The Port must also be a strong partner with Sound Transit to support the expansion of the Link light rail. The Link light rail has been an incredible resource to SeaTac in traffic reduction. However, there is still room for improvement to make the light rail connection to the terminal more accessible for people with disabilities. As Port Commissioner, I will promote partnership with Sound Transit to increase employee and traveler usage of the light rail while prioritizing investments in accessibility.
6. What are your jurisdiction’s environmental issues, which ones are urgent and what will you do to address them?
We are amidst a climate crisis and environmental protection must be at the forefront of all decision-making. Here in King County, we can see how environmental burdens exacerbate barriers to health and safety, even decreasing life expectancy for people living in areas near the Port. The Cumulative Health Impacts Analysis of 2013 found that a range of health exposures and impacts disproportionately affect people in the Duwamish Valley, an area with the greatest number of contaminated waste sites, poorly built environmental characteristics, and severe air pollution compared to the rest of Seattle. The wildfires that ravaged the West coast this summer showed us that climate change, air quality, economic injustice, and COVID-19 are interlinked. Combating this reality will take honesty, accountability, and innovation.

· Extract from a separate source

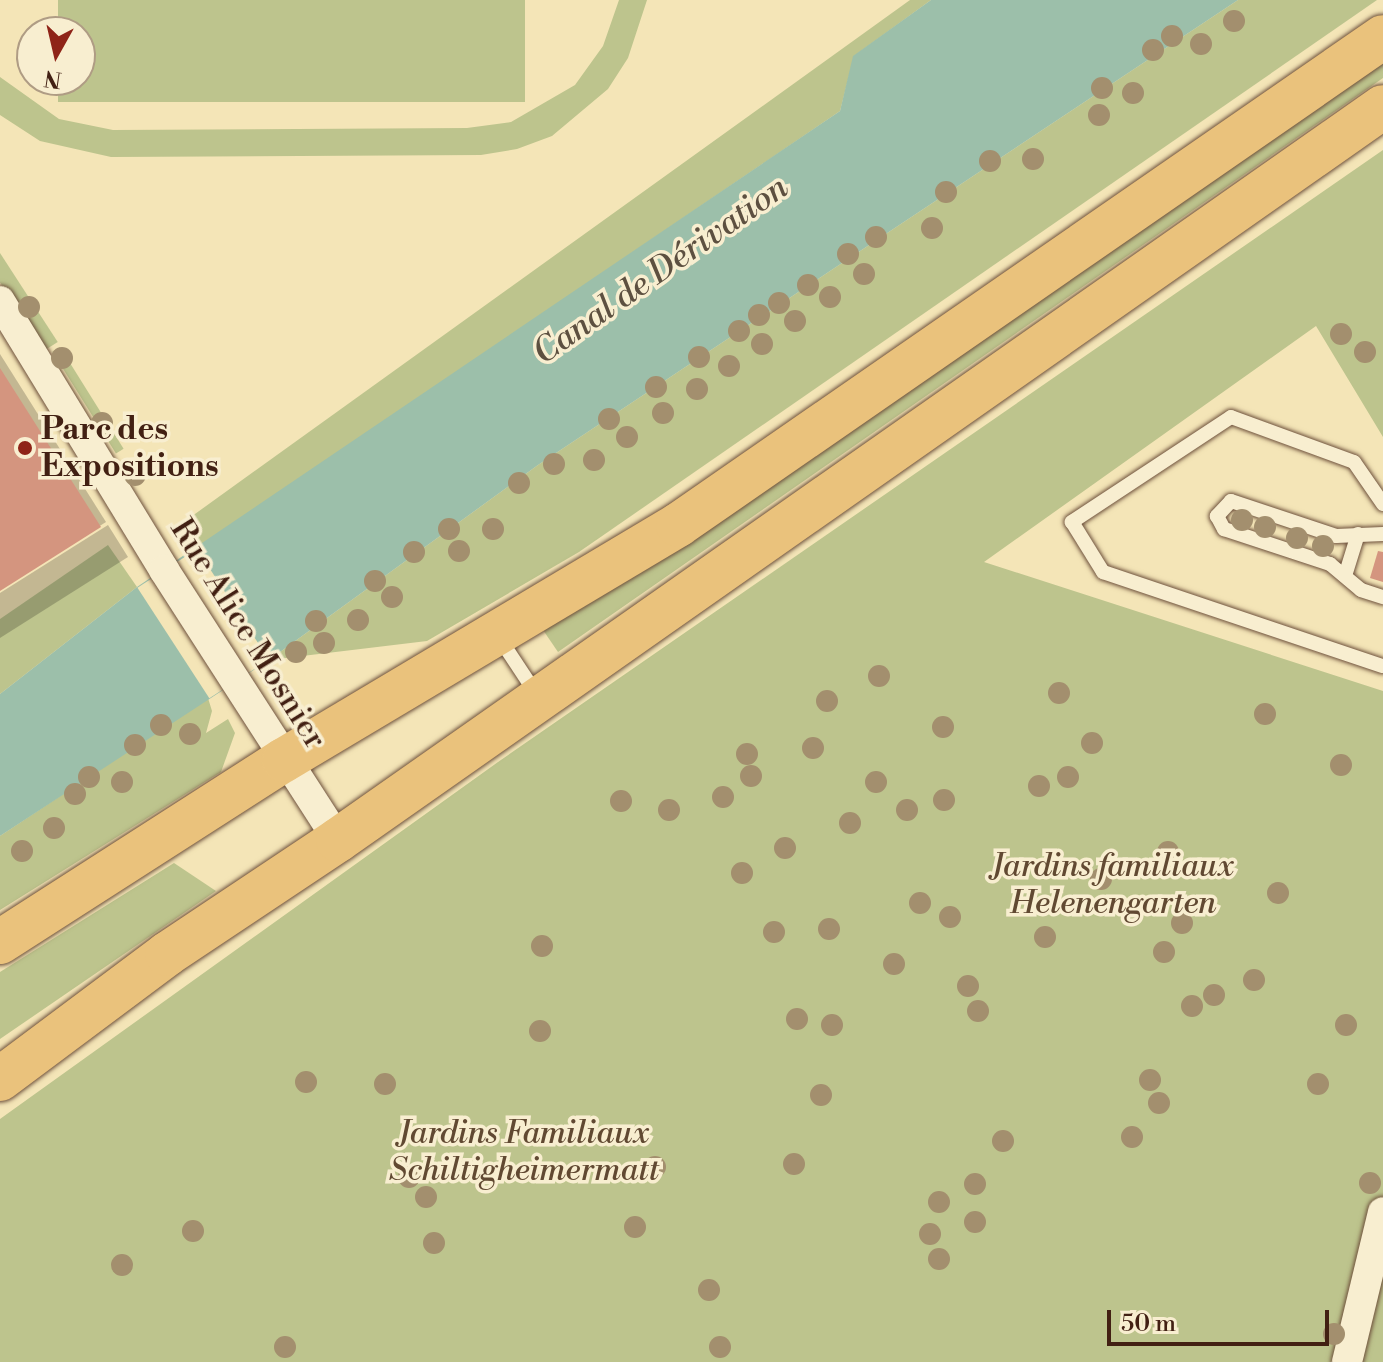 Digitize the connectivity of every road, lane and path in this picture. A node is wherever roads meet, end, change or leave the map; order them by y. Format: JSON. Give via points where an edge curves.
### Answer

As Port Commissioner, I will use my position to ensure that the Port’s future growth limits climate impacts and encourages environmental stewardship. I am committed to expanding the Port of Seattle’s effort to transition from fossil fuels to renewable energy while simultaneously creating jobs in a just manner. I am also a strong proponent of investments to mitigate the environmental impacts of the Port of Seattle and a supporter of the Port’s goal to be the most energy-efficient Port in North America. In line with these environmental goals, the Port must also expand upon its work with communities in the Duwamish Valley that are disproportionately impacted by the Port’s operations and the current detours from the West Seattle Bridge. Through expansion of the Duwamish Valley Community Equity Program and the South King County Fund, the Port can invest in environmental justice efforts and recovery capital efforts.
7. Does your district have a taxing authority or propose levies and what changes, if any, would you seek?
The Port of Seattle’s taxing authority comes from a tax levy. The levy is incredibly important for funding community investments, infrastructure, and environmental sustainability, among other key issue areas.
I am supportive of reforming the Washington state tax system to reduce the reliance on regressive systems of taxation and implementing progressive taxation that truly funds the needs of our communities. I am also supportive of eliminating the 1% cap on property tax revenue. In doing so, the Port of Seattle can raise revenue to further invest in habitat restoration, apprenticeships, and education, and promoting the wellbeings of our communities.
By typing my name below, I declare under penalty of perjury the foregoing is true and correct.